The South Carolina Supreme Court is considering whether the governor or legislature controls the disputed $700 million in federal stimulus money. In Wednesday’s standing-room-only hearing in Columbia several of the justices expressed doubts about Sanford’s position that federal law gives him control over the money. Justice Donald Beatty said he found most of Sanford’s claims are not applicable. When Sanford’s attorney contended that federal law gives Sanford discretion in the application process, Beatty replied, “It doesn’t mean he’s king.”
One of the lawsuits heard by the court Wednesday was from the South Carolina Association of School Administrators, against Sanford. Association Executive Director Molly Spearman says she’s disturbed that Sanford would question whether the high court could deliver a fair decision. “He’s our leader, our role model, and he’s questioning the integrity of the (SC)Supreme Court justices, honorable men and women. And it’s almost like a spoiled child, who hasn’t won, and looks for an excuse.”
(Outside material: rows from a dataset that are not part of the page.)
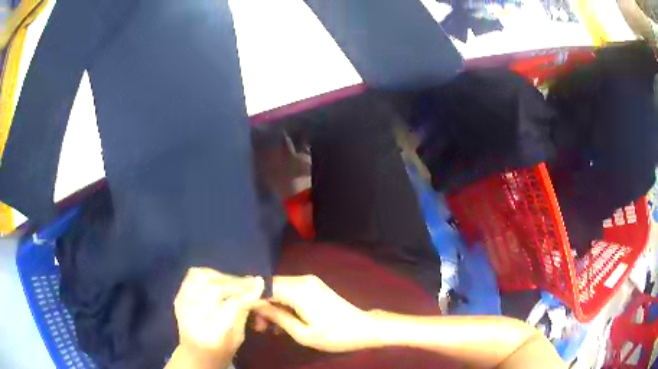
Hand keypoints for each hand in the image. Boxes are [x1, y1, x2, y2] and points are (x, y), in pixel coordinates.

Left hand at [168, 268, 263, 368]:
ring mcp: (182, 305)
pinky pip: (191, 277)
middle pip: (214, 288)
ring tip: (233, 281)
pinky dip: (207, 274)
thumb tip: (255, 288)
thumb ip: (243, 312)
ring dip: (221, 275)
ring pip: (201, 277)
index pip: (231, 305)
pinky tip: (217, 280)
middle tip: (250, 282)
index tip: (260, 284)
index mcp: (213, 333)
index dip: (247, 292)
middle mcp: (194, 317)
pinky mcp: (178, 298)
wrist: (194, 355)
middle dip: (235, 282)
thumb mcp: (238, 337)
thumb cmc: (221, 351)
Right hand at [253, 275, 372, 352]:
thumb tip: (256, 306)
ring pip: (279, 289)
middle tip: (258, 326)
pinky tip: (281, 321)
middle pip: (270, 286)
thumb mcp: (302, 333)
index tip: (243, 314)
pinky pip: (290, 291)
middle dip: (260, 304)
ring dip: (270, 305)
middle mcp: (302, 279)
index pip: (264, 287)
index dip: (250, 298)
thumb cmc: (334, 335)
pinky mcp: (313, 286)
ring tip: (268, 328)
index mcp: (298, 290)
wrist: (364, 328)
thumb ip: (277, 317)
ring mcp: (309, 281)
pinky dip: (282, 304)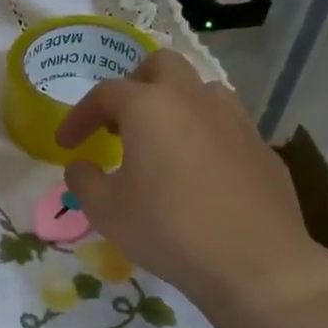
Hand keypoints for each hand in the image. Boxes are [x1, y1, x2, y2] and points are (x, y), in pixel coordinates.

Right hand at [55, 50, 327, 323]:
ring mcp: (235, 120)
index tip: (67, 144)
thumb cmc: (168, 229)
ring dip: (174, 106)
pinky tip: (198, 174)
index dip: (79, 116)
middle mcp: (194, 100)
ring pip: (200, 90)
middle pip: (161, 65)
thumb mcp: (106, 211)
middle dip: (134, 85)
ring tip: (160, 143)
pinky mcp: (261, 147)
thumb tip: (80, 166)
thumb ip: (84, 181)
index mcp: (150, 107)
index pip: (105, 93)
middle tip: (119, 123)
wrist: (254, 262)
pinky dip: (203, 135)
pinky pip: (225, 125)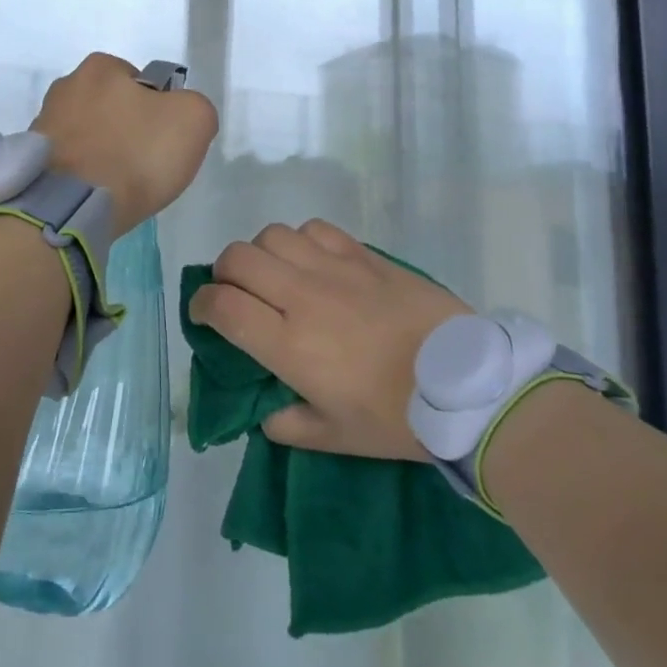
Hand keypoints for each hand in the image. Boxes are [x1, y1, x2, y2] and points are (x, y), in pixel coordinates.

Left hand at [31, 53, 217, 234]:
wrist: (71, 207)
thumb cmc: (135, 154)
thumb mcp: (193, 120)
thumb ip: (195, 106)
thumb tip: (180, 116)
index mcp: (100, 67)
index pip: (140, 82)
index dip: (158, 110)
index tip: (162, 140)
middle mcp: (65, 87)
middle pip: (111, 107)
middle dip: (126, 130)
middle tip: (143, 164)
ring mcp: (43, 124)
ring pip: (88, 135)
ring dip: (102, 153)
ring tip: (117, 185)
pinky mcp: (32, 160)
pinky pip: (69, 162)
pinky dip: (83, 175)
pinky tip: (94, 195)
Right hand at [190, 221, 472, 460]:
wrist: (466, 384)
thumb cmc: (397, 418)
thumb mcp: (336, 438)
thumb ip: (289, 424)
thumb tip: (265, 411)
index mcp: (290, 345)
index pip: (223, 306)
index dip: (200, 305)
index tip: (203, 314)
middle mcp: (302, 297)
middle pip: (238, 258)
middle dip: (223, 273)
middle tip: (235, 293)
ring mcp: (334, 269)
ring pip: (272, 236)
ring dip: (261, 254)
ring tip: (274, 275)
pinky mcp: (363, 254)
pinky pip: (314, 229)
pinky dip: (300, 240)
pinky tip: (311, 261)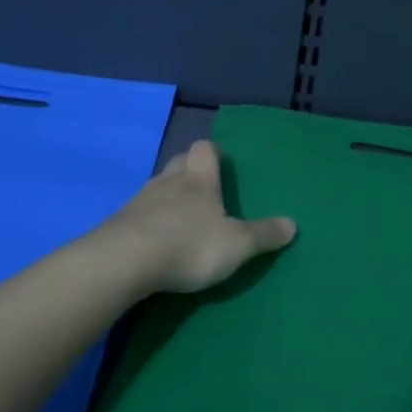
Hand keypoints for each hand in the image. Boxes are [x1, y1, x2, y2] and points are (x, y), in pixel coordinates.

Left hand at [102, 140, 296, 294]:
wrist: (125, 261)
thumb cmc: (189, 245)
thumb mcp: (237, 244)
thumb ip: (263, 235)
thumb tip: (293, 224)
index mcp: (198, 179)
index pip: (204, 149)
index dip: (213, 153)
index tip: (221, 163)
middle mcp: (168, 181)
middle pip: (179, 163)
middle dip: (190, 171)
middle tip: (204, 190)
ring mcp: (139, 200)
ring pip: (157, 187)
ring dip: (169, 197)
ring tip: (181, 219)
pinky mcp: (119, 223)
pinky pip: (139, 213)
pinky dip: (150, 221)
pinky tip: (156, 241)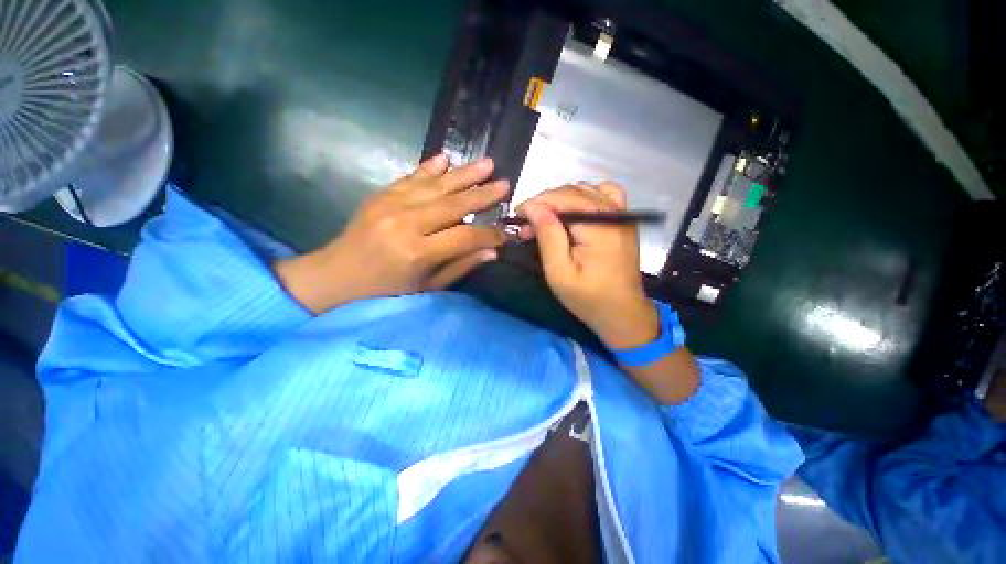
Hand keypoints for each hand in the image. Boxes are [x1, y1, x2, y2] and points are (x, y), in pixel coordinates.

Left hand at [275, 155, 508, 313]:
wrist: (335, 277)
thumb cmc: (385, 291)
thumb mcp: (427, 287)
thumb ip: (460, 266)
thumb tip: (492, 251)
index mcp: (418, 252)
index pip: (466, 236)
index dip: (490, 233)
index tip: (506, 230)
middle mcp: (406, 223)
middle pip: (453, 204)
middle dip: (483, 195)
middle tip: (505, 184)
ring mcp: (391, 204)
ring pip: (436, 185)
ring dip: (464, 174)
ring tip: (488, 163)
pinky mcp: (380, 196)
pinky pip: (410, 177)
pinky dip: (430, 168)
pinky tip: (446, 158)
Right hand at [515, 183, 658, 349]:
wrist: (623, 313)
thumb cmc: (588, 298)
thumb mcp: (559, 272)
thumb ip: (548, 236)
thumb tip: (533, 207)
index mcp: (599, 227)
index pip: (563, 198)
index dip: (536, 202)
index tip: (516, 216)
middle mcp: (614, 213)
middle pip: (573, 191)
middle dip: (545, 204)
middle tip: (526, 227)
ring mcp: (622, 215)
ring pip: (585, 190)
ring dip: (560, 201)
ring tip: (545, 222)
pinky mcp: (624, 221)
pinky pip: (604, 194)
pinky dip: (584, 197)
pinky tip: (574, 212)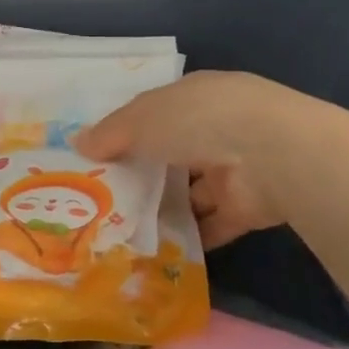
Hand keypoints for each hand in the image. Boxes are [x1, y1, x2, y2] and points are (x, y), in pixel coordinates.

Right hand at [75, 71, 294, 248]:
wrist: (270, 156)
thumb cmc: (199, 120)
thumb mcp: (141, 119)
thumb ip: (110, 133)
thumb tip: (78, 144)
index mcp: (196, 97)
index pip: (157, 112)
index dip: (128, 130)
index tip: (98, 155)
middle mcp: (217, 129)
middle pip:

Court experts have said, as Sanford said this week, that it’s not likely that the court’s decision will favor Sanford, according to the outcome of other cases heard in South Carolina.
Spearman, who deals on a daily basis with school administrators around the state whose schools are in dire need of funds, says she finds the governor’s actions offensive, just the fact that he wouldn’t take the money. “I’m offended at the spending of all this time and energy and resources. Common sense would tell you that this is something he should have asked for, money that the state’s citizens have to pay back in federal taxes. And to deny the money, particularly for the public education system of this state, is appalling.”
Governor Sanford has said that he wanted to use the money to pay down the state’s public debt. Spearman says the state’s debt is better than most states and would be paid off in less than ten years.
Spearing says she is upset because the public education system deserves better. “That’s the bottom line here. The Governor had no problems excepting other stimulus funds, for transportation. That he would go to this length to undermine the public education system is very upsetting to me as a citizen of South Carolina.”